The relation of casuality between artworks

The relation of casuality between artworks

Hatice Utkan Özden
The relation of casuality between artworks

Erkan likes to use metaphors and story telling in her works. What she did in “Where You They Form” exhibition the usage of soil plays a vital role.

As an artist Elif Erkan thinks of her artworks as test-fields, stand ins and capacitors. That point of view gives her tremendous freedom as she creates and thinks about her art. In a way she forms a relation of causality between her works and life. That’s how she treats her artworks as almost as if they are living organs.

“So, in my mind they are subjects rather then objects. I very often ask myself, can a sculpture be depressed, can an artwork be exhausted and how do those things manifest themselves in a material, textural way. For my own work I want my pieces to unfold themselves in different times in different layers pointing toward different narratives that all lead towards a certain core,” she explains.

All her artworks do not need any concept or creative idea to exist. Somehow, all her works exist in virtue of conceptual relations to their own existence. All of them exist with their own causation. That’s how Erkan’s works have an organic character. Sometimes she uses food or life enhancing remedies such as Omega 3 Pills that can change in a course of time and still continue to exist in their own way.

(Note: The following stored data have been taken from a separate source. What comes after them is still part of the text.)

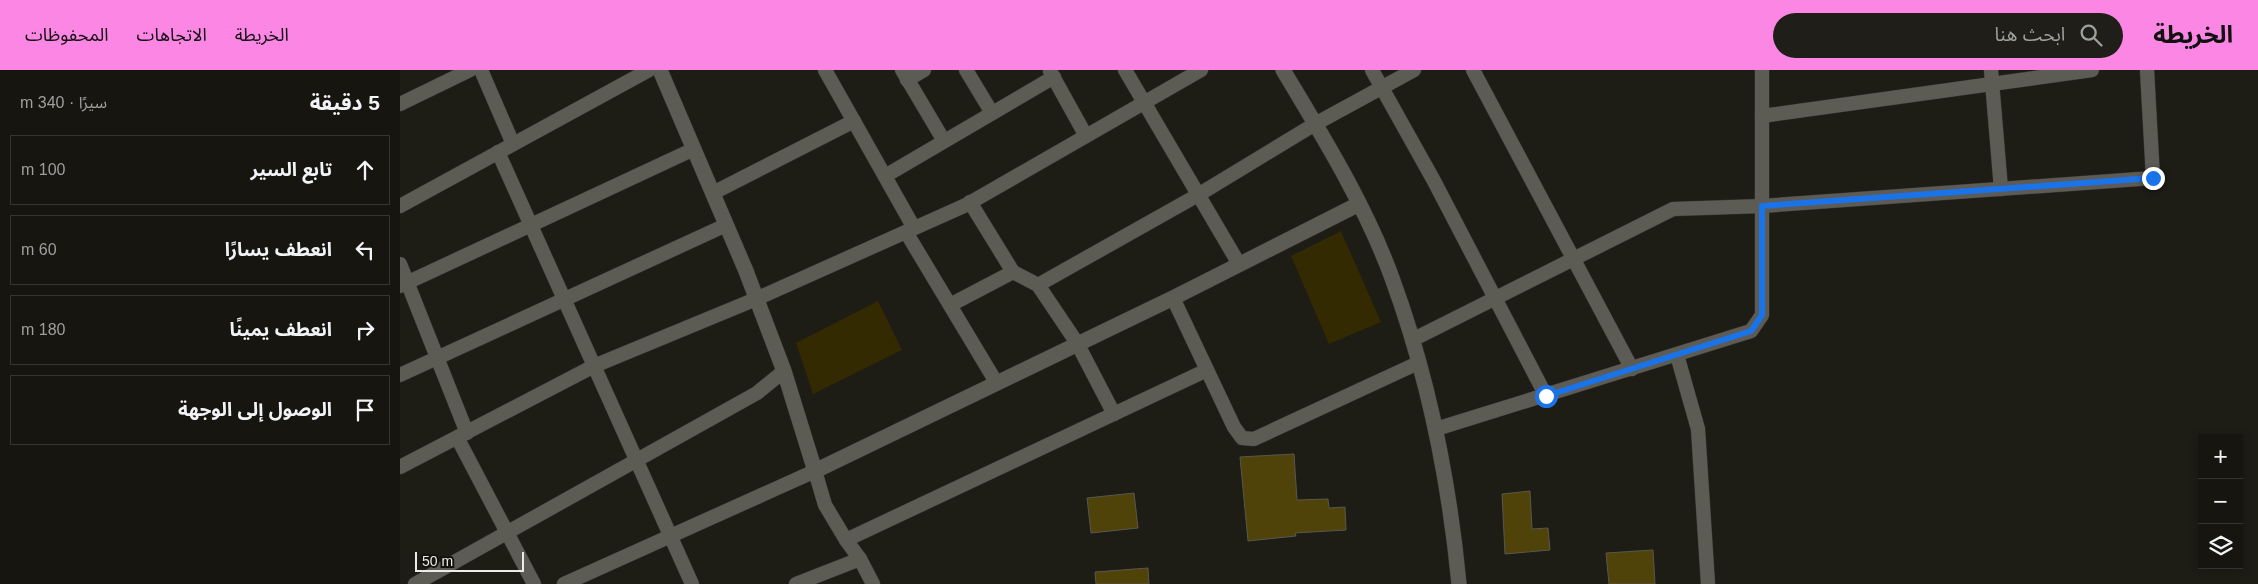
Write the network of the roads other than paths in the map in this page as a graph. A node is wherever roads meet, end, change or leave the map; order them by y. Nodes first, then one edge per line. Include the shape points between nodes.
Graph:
1 (470, 70) edge
2 (481, 70) edge
3 (649, 70) edge
4 (660, 70) edge
5 (825, 70) edge
6 (924, 70) edge
7 (966, 70) edge
8 (1125, 70) edge
9 (1201, 70) edge
10 (1283, 70) edge
11 (1372, 70) edge
12 (1414, 70) edge
13 (1473, 70) edge
14 (1762, 70) edge
15 (2092, 70) edge
16 (2147, 70) edge
17 (1052, 74) edge
18 (904, 75) edge
19 (1992, 77) edge
20 (1382, 87) junction
21 (1144, 103) junction
22 (400, 104) edge
23 (992, 113) junction
24 (1762, 116) junction
25 (854, 121) junction
26 (1315, 124) junction
27 (1086, 136) junction
28 (944, 141) junction
29 (513, 144) junction
30 (694, 149) junction
31 (498, 152) junction
32 (885, 176) junction
33 (2001, 189) junction
34 (713, 193) junction
35 (1198, 195) junction
36 (970, 202) junction
37 (1360, 204) junction
38 (400, 206) edge
39 (1762, 206) junction
40 (531, 225) junction
41 (726, 225) junction
42 (910, 230) junction
43 (1575, 260) junction
44 (400, 264) edge
45 (1239, 264) junction
46 (1013, 272) junction
47 (404, 284) edge
48 (1038, 285) junction
49 (1172, 298) junction
50 (1495, 298) junction
51 (564, 299) junction
52 (756, 299) junction
53 (950, 305) junction
54 (1412, 340) junction
55 (1077, 343) junction
56 (1677, 355) junction
57 (437, 358) junction
58 (1418, 363) junction
59 (594, 366) junction
60 (1632, 369) junction
61 (1207, 370) junction
62 (784, 372) junction
63 (400, 375) edge
64 (996, 382) junction
65 (1546, 396) junction
66 (1114, 414) junction
67 (1436, 429) junction
68 (462, 436) junction
69 (637, 460) junction
70 (400, 468) edge
71 (815, 470) junction
72 (507, 533) junction
73 (670, 535) junction
74 (846, 540) junction
75 (860, 559) junction
76 (415, 584) edge
77 (534, 584) edge
78 (564, 584) edge
79 (692, 584) edge
80 (796, 584) edge
81 (873, 584) edge
82 (1459, 584) edge
83 (1708, 584) edge

1 - 22 street
2 - 29 street
3 - 29 street
4 - 30 street
5 - 25 street
6 - 18 street
7 - 23 street
8 - 21 street
9 - 21 street
10 - 26 street
11 - 20 street
12 - 20 street
13 - 43 street
14 - 24 street
15 - 19 street
16 - 33 street via 2153,178
17 - 23 street
17 - 27 street
18 - 28 street
19 - 24 street
19 - 33 street
20 - 26 street
20 - 50 street
21 - 27 street
21 - 35 street
23 - 28 street
24 - 39 street
25 - 32 street
25 - 34 street
26 - 35 street
26 - 37 street
27 - 36 street
28 - 32 street
29 - 31 street
30 - 34 street
30 - 40 street
31 - 38 street
31 - 40 street
32 - 42 street
33 - 39 street
34 - 41 street
35 - 45 street
35 - 48 street
36 - 42 street
36 - 46 street
37 - 45 street
37 - 54 street via 1392,277
39 - 43 street via 1673,209
39 - 56 street via 1762,315 1751,331
40 - 47 street
40 - 51 street
41 - 51 street
41 - 52 street
42 - 52 street
42 - 53 street
43 - 50 street
43 - 60 street
44 - 47 street
45 - 49 street
46 - 48 street
46 - 53 street
47 - 57 street
48 - 55 street
49 - 55 street
49 - 61 street
50 - 54 street
50 - 65 street
51 - 57 street
51 - 59 street
52 - 59 street
52 - 62 street
53 - 64 street
54 - 58 street
55 - 64 street
55 - 66 street
56 - 60 street
56 - 83 street via 1698,429
57 - 63 street
57 - 68 street
58 - 61 street via 1254,439 1242,438 1234,427
58 - 67 street
59 - 68 street
59 - 69 street
60 - 65 street
61 - 66 street
62 - 69 street via 756,393
62 - 71 street
64 - 71 street
65 - 67 street
66 - 74 street
67 - 82 street via 1454,528
68 - 70 street
68 - 72 street
69 - 72 street
69 - 73 street
71 - 73 street
71 - 74 street via 825,505
72 - 76 street
72 - 77 street
73 - 78 street
73 - 79 street
74 - 75 street
75 - 80 street
75 - 81 street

Change comes within daily life and Erkan is fascinated by daily life. In her exhibition titled “Where You They Form” took place in The Pill Gallery in Istanbul, Erkan’s changing element was soil.

“The soil dries and therefore changes in color. This also affects the scent of the exhibition. The exhibition ended up being a synesthetic experience,” she said. In a way the exhibition is able to exist as itself without any intervention.

The soil breaths, reinvents itself and becomes something new each day.

The change also comes with process and everything Erkan does is process oriented.

“A part of that process is also to read, to be invested in pop culture and going through potential materials, sometimes even trash. ‘The pieces of Where You They Form’ go back to 2015, when I did an exhibition titled ‘Standards For Living’ in Brussels. What lead me to produce those pieces back then was my obsession with the 1985 Ron Howard movie Cocoon,” she said.

The power of soil

Erkan likes to use metaphors and story telling in her works. What she did in “Where You They Form” exhibition the usage of soil plays a vital role.

“For me in the exhibition, the soil is the folkloristic Leitmotif. Its material, texture, frame and reference point at the same time. It’s nature is an artificial one romanticizing the idea of nature,’” added Erkan.

In fact unlike everyday artworks we see around us, entitled to prove the deterioration of nature, Erkan’s message is not [in her own words] “what happened to our beloved nature.” But, she wants to say; “Look at the form, look at the materials; decay is as much a nature of tin and plaster as it is of lemons and kale. “Everything flows and is ephemer. All my pieces are in flux,” Erkan added.

Erkan is also very neat and open about the messages and content of her artworks. According to the artist, an artwork should never have one message and its content should never be outshined by the craft it took to make it.

She thinks that artworks should rather pose questions and disrupt and irritate not only the eye but all senses of the viewer. That’s why her recent exhibit in Istanbul is a grammatically wrong sentence; “Where You They Form.”

“A grammatically wrong sentence can sometimes the beginning to a good journey,” she said.

The exhibition proves that it is a good and solid journey understanding life and ephemerality.